◆ Work item: Would you write out each line of the material below exactly, skipping every picture?

*** Input for this task

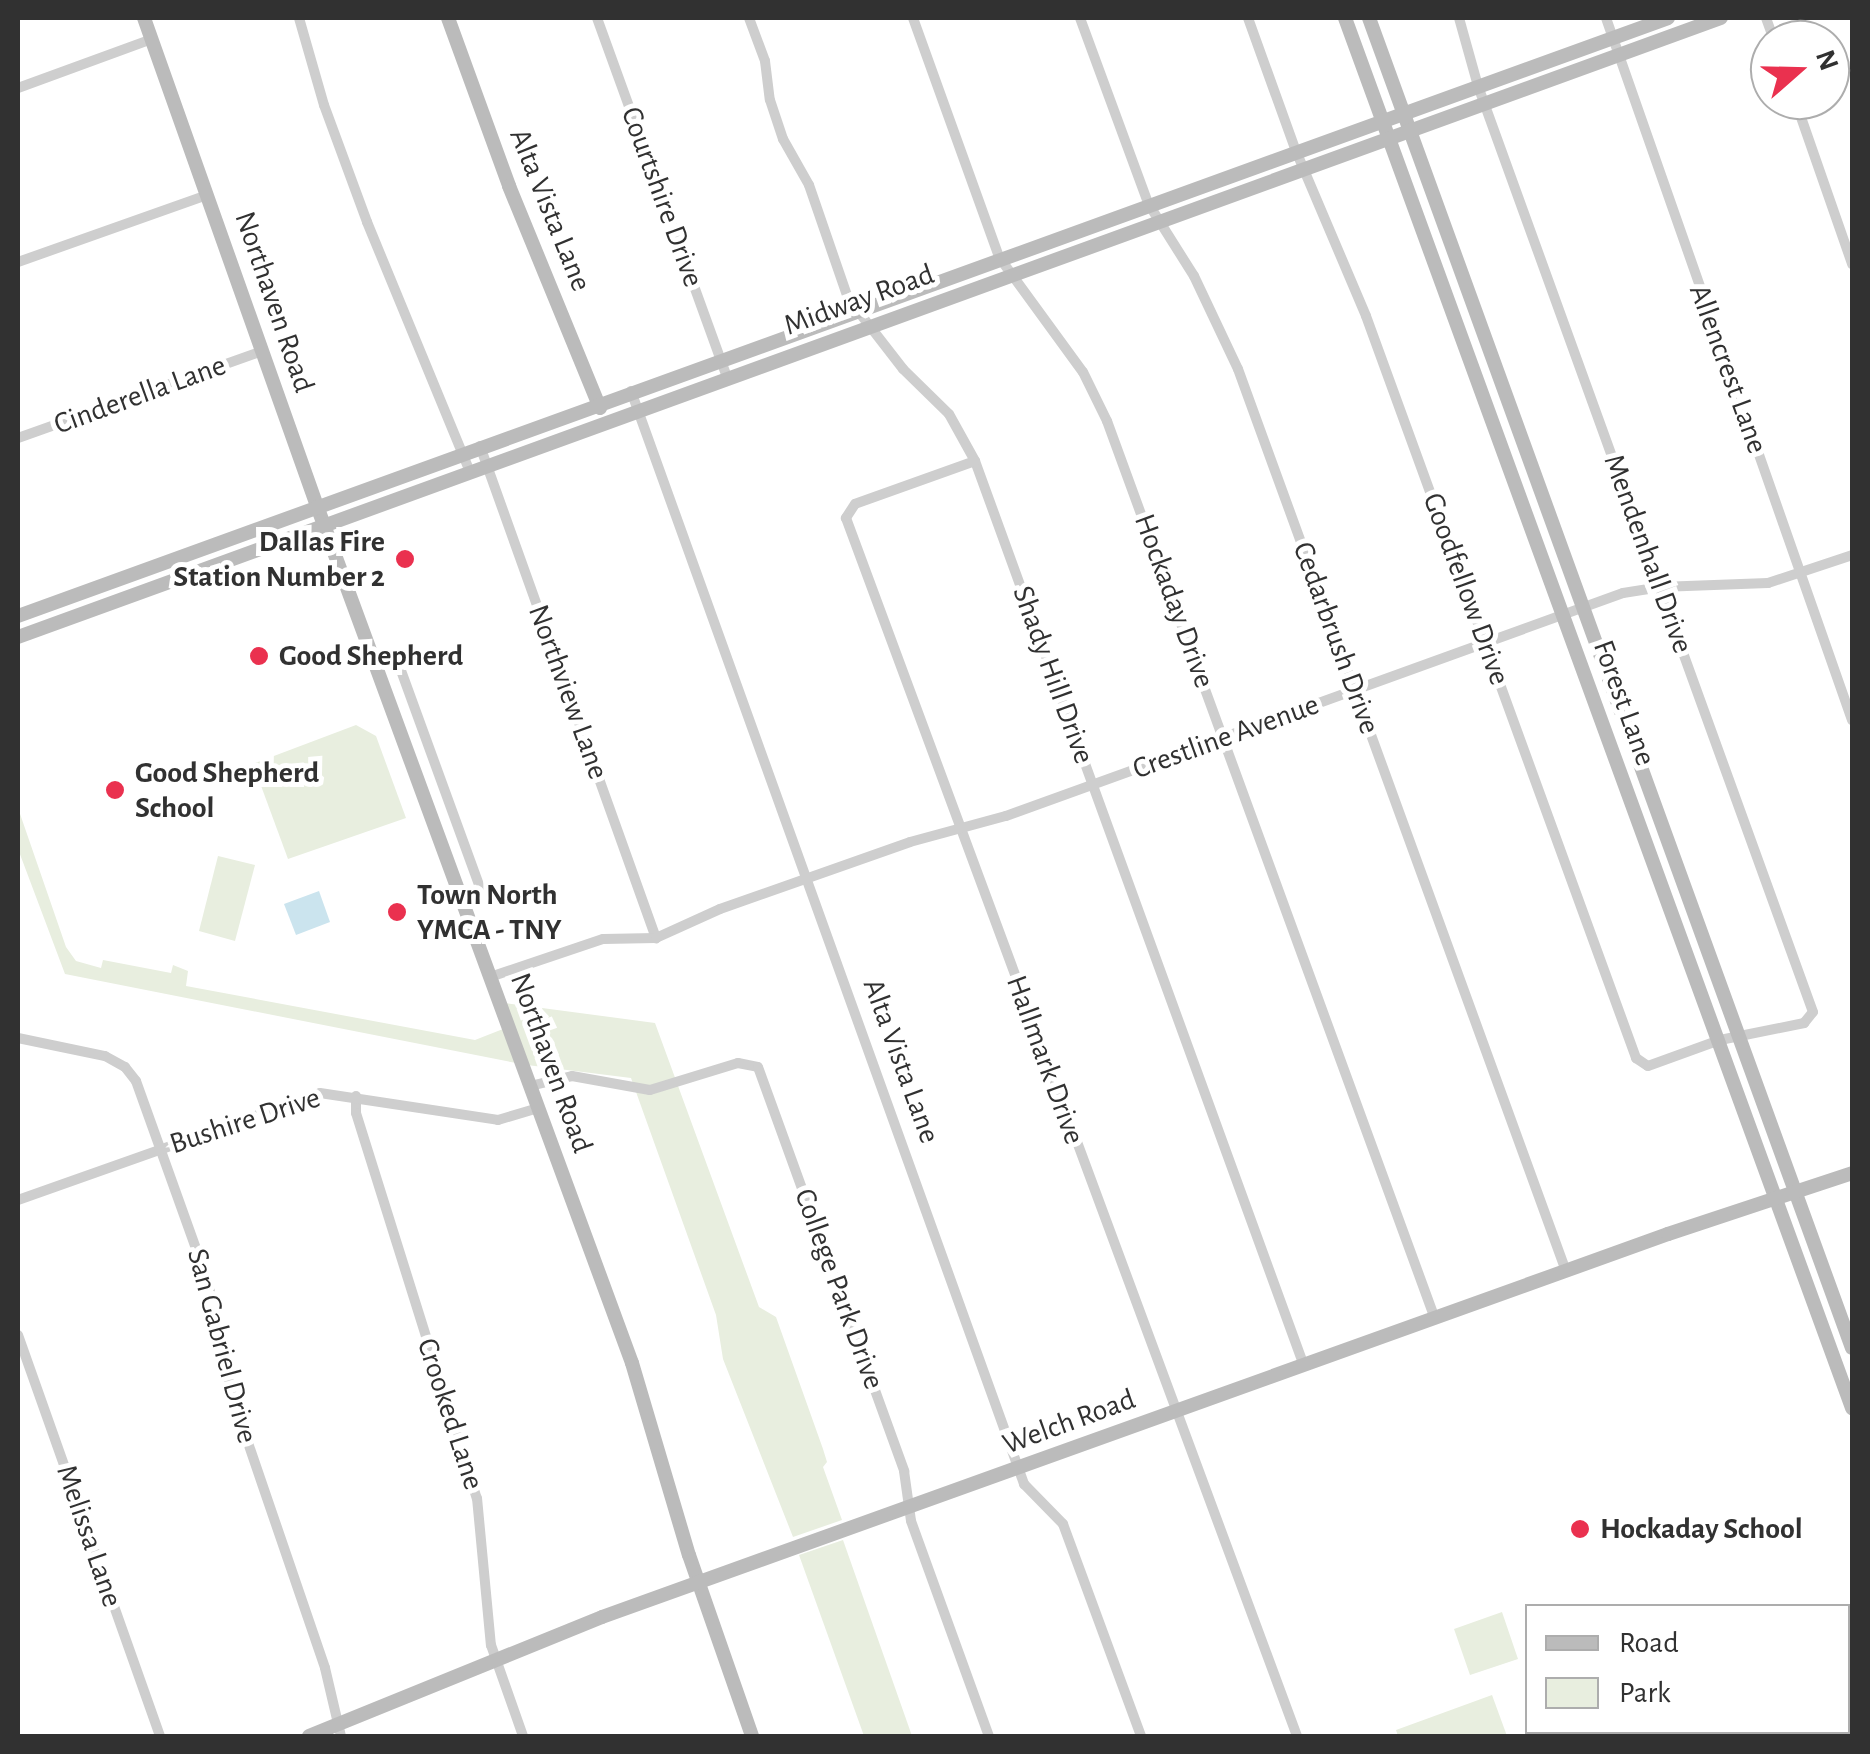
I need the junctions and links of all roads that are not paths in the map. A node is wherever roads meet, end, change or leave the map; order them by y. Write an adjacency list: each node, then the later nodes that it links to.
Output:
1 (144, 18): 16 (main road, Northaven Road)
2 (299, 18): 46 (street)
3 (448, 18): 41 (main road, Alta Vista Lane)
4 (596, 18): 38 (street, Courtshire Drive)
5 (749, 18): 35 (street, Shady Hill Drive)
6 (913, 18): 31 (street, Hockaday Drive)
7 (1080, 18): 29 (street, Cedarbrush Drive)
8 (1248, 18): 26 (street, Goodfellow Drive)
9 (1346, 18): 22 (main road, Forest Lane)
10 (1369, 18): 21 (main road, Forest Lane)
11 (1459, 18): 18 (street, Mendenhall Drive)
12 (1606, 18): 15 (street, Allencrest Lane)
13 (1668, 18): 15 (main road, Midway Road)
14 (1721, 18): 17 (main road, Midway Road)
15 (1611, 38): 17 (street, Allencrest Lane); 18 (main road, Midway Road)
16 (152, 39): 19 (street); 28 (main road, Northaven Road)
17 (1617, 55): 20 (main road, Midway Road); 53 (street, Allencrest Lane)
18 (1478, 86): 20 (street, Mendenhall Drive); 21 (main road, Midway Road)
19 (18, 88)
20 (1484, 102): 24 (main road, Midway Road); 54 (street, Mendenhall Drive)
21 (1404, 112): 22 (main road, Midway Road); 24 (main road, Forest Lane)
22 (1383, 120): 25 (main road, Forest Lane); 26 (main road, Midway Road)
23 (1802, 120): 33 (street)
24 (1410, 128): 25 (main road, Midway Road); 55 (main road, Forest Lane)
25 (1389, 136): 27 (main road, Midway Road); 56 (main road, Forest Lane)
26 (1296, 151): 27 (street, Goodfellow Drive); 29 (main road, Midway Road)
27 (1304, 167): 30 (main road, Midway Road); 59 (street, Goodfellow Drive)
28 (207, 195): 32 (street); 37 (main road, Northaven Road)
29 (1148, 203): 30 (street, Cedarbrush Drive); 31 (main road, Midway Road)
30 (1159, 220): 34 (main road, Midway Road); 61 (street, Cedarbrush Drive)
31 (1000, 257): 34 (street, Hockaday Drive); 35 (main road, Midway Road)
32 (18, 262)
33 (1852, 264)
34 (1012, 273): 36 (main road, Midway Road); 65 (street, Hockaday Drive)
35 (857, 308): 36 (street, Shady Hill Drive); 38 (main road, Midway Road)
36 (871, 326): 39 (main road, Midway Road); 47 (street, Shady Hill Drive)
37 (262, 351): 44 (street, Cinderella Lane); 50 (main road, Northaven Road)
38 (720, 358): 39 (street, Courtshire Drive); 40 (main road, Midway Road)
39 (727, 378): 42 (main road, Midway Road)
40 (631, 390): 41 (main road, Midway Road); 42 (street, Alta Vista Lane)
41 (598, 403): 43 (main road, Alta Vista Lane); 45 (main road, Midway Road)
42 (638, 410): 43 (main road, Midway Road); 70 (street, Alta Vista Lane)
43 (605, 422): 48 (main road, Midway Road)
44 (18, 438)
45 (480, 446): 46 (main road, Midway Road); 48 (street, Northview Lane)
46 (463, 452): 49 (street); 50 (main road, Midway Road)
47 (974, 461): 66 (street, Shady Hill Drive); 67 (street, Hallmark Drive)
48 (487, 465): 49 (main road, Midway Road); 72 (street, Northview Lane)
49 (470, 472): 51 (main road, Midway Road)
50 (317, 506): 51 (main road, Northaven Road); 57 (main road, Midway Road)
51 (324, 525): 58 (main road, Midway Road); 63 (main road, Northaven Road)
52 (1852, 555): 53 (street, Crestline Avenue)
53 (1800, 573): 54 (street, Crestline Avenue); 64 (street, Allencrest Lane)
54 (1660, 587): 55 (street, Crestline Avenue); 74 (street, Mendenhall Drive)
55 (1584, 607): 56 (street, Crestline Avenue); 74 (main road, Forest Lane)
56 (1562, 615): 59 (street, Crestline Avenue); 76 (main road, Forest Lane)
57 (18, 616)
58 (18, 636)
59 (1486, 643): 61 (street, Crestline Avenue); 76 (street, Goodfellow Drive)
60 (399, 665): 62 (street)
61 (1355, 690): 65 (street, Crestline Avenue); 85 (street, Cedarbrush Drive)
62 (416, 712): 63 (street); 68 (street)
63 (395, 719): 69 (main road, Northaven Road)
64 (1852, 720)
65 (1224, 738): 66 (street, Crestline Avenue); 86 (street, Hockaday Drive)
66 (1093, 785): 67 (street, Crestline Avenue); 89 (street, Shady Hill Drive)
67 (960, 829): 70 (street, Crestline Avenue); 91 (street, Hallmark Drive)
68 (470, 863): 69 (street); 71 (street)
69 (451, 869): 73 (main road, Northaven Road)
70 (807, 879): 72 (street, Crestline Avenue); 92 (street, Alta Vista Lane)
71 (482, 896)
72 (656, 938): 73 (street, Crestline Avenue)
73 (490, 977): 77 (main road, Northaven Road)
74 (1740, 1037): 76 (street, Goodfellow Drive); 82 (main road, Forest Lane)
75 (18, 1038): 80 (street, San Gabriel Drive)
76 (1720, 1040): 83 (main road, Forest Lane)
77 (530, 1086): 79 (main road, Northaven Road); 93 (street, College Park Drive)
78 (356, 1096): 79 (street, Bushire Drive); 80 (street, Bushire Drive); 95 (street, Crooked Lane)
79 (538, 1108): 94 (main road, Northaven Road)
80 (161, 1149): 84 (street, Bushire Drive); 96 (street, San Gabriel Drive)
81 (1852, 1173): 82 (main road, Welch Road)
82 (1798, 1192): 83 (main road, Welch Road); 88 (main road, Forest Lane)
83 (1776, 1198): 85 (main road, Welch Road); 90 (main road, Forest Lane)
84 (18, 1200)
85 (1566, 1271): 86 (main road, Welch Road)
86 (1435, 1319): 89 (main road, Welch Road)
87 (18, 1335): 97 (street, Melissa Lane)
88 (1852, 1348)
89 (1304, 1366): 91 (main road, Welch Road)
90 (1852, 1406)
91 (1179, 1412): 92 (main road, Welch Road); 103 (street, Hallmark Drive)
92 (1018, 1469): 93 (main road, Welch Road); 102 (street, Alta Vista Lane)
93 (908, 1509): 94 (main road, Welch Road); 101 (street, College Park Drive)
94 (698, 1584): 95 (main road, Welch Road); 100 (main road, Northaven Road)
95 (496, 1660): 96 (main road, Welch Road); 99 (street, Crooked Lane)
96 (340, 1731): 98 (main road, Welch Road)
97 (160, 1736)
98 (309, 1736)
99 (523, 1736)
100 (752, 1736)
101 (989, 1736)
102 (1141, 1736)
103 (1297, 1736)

******

◆ Output of the task:
I need the junctions and links of all roads that are not paths in the map. A node is wherever roads meet, end, change or leave the map; order them by y. Write an adjacency list: each node, then the later nodes that it links to.
Output:
1 (144, 18): 16 (main road, Northaven Road)
2 (299, 18): 46 (street)
3 (448, 18): 41 (main road, Alta Vista Lane)
4 (596, 18): 38 (street, Courtshire Drive)
5 (749, 18): 35 (street, Shady Hill Drive)
6 (913, 18): 31 (street, Hockaday Drive)
7 (1080, 18): 29 (street, Cedarbrush Drive)
8 (1248, 18): 26 (street, Goodfellow Drive)
9 (1346, 18): 22 (main road, Forest Lane)
10 (1369, 18): 21 (main road, Forest Lane)
11 (1459, 18): 18 (street, Mendenhall Drive)
12 (1606, 18): 15 (street, Allencrest Lane)
13 (1668, 18): 15 (main road, Midway Road)
14 (1721, 18): 17 (main road, Midway Road)
15 (1611, 38): 17 (street, Allencrest Lane); 18 (main road, Midway Road)
16 (152, 39): 19 (street); 28 (main road, Northaven Road)
17 (1617, 55): 20 (main road, Midway Road); 53 (street, Allencrest Lane)
18 (1478, 86): 20 (street, Mendenhall Drive); 21 (main road, Midway Road)
19 (18, 88)
20 (1484, 102): 24 (main road, Midway Road); 54 (street, Mendenhall Drive)
21 (1404, 112): 22 (main road, Midway Road); 24 (main road, Forest Lane)
22 (1383, 120): 25 (main road, Forest Lane); 26 (main road, Midway Road)
23 (1802, 120): 33 (street)
24 (1410, 128): 25 (main road, Midway Road); 55 (main road, Forest Lane)
25 (1389, 136): 27 (main road, Midway Road); 56 (main road, Forest Lane)
26 (1296, 151): 27 (street, Goodfellow Drive); 29 (main road, Midway Road)
27 (1304, 167): 30 (main road, Midway Road); 59 (street, Goodfellow Drive)
28 (207, 195): 32 (street); 37 (main road, Northaven Road)
29 (1148, 203): 30 (street, Cedarbrush Drive); 31 (main road, Midway Road)
30 (1159, 220): 34 (main road, Midway Road); 61 (street, Cedarbrush Drive)
31 (1000, 257): 34 (street, Hockaday Drive); 35 (main road, Midway Road)
32 (18, 262)
33 (1852, 264)
34 (1012, 273): 36 (main road, Midway Road); 65 (street, Hockaday Drive)
35 (857, 308): 36 (street, Shady Hill Drive); 38 (main road, Midway Road)
36 (871, 326): 39 (main road, Midway Road); 47 (street, Shady Hill Drive)
37 (262, 351): 44 (street, Cinderella Lane); 50 (main road, Northaven Road)
38 (720, 358): 39 (street, Courtshire Drive); 40 (main road, Midway Road)
39 (727, 378): 42 (main road, Midway Road)
40 (631, 390): 41 (main road, Midway Road); 42 (street, Alta Vista Lane)
41 (598, 403): 43 (main road, Alta Vista Lane); 45 (main road, Midway Road)
42 (638, 410): 43 (main road, Midway Road); 70 (street, Alta Vista Lane)
43 (605, 422): 48 (main road, Midway Road)
44 (18, 438)
45 (480, 446): 46 (main road, Midway Road); 48 (street, Northview Lane)
46 (463, 452): 49 (street); 50 (main road, Midway Road)
47 (974, 461): 66 (street, Shady Hill Drive); 67 (street, Hallmark Drive)
48 (487, 465): 49 (main road, Midway Road); 72 (street, Northview Lane)
49 (470, 472): 51 (main road, Midway Road)
50 (317, 506): 51 (main road, Northaven Road); 57 (main road, Midway Road)
51 (324, 525): 58 (main road, Midway Road); 63 (main road, Northaven Road)
52 (1852, 555): 53 (street, Crestline Avenue)
53 (1800, 573): 54 (street, Crestline Avenue); 64 (street, Allencrest Lane)
54 (1660, 587): 55 (street, Crestline Avenue); 74 (street, Mendenhall Drive)
55 (1584, 607): 56 (street, Crestline Avenue); 74 (main road, Forest Lane)
56 (1562, 615): 59 (street, Crestline Avenue); 76 (main road, Forest Lane)
57 (18, 616)
58 (18, 636)
59 (1486, 643): 61 (street, Crestline Avenue); 76 (street, Goodfellow Drive)
60 (399, 665): 62 (street)
61 (1355, 690): 65 (street, Crestline Avenue); 85 (street, Cedarbrush Drive)
62 (416, 712): 63 (street); 68 (street)
63 (395, 719): 69 (main road, Northaven Road)
64 (1852, 720)
65 (1224, 738): 66 (street, Crestline Avenue); 86 (street, Hockaday Drive)
66 (1093, 785): 67 (street, Crestline Avenue); 89 (street, Shady Hill Drive)
67 (960, 829): 70 (street, Crestline Avenue); 91 (street, Hallmark Drive)
68 (470, 863): 69 (street); 71 (street)
69 (451, 869): 73 (main road, Northaven Road)
70 (807, 879): 72 (street, Crestline Avenue); 92 (street, Alta Vista Lane)
71 (482, 896)
72 (656, 938): 73 (street, Crestline Avenue)
73 (490, 977): 77 (main road, Northaven Road)
74 (1740, 1037): 76 (street, Goodfellow Drive); 82 (main road, Forest Lane)
75 (18, 1038): 80 (street, San Gabriel Drive)
76 (1720, 1040): 83 (main road, Forest Lane)
77 (530, 1086): 79 (main road, Northaven Road); 93 (street, College Park Drive)
78 (356, 1096): 79 (street, Bushire Drive); 80 (street, Bushire Drive); 95 (street, Crooked Lane)
79 (538, 1108): 94 (main road, Northaven Road)
80 (161, 1149): 84 (street, Bushire Drive); 96 (street, San Gabriel Drive)
81 (1852, 1173): 82 (main road, Welch Road)
82 (1798, 1192): 83 (main road, Welch Road); 88 (main road, Forest Lane)
83 (1776, 1198): 85 (main road, Welch Road); 90 (main road, Forest Lane)
84 (18, 1200)
85 (1566, 1271): 86 (main road, Welch Road)
86 (1435, 1319): 89 (main road, Welch Road)
87 (18, 1335): 97 (street, Melissa Lane)
88 (1852, 1348)
89 (1304, 1366): 91 (main road, Welch Road)
90 (1852, 1406)
91 (1179, 1412): 92 (main road, Welch Road); 103 (street, Hallmark Drive)
92 (1018, 1469): 93 (main road, Welch Road); 102 (street, Alta Vista Lane)
93 (908, 1509): 94 (main road, Welch Road); 101 (street, College Park Drive)
94 (698, 1584): 95 (main road, Welch Road); 100 (main road, Northaven Road)
95 (496, 1660): 96 (main road, Welch Road); 99 (street, Crooked Lane)
96 (340, 1731): 98 (main road, Welch Road)
97 (160, 1736)
98 (309, 1736)
99 (523, 1736)
100 (752, 1736)
101 (989, 1736)
102 (1141, 1736)
103 (1297, 1736)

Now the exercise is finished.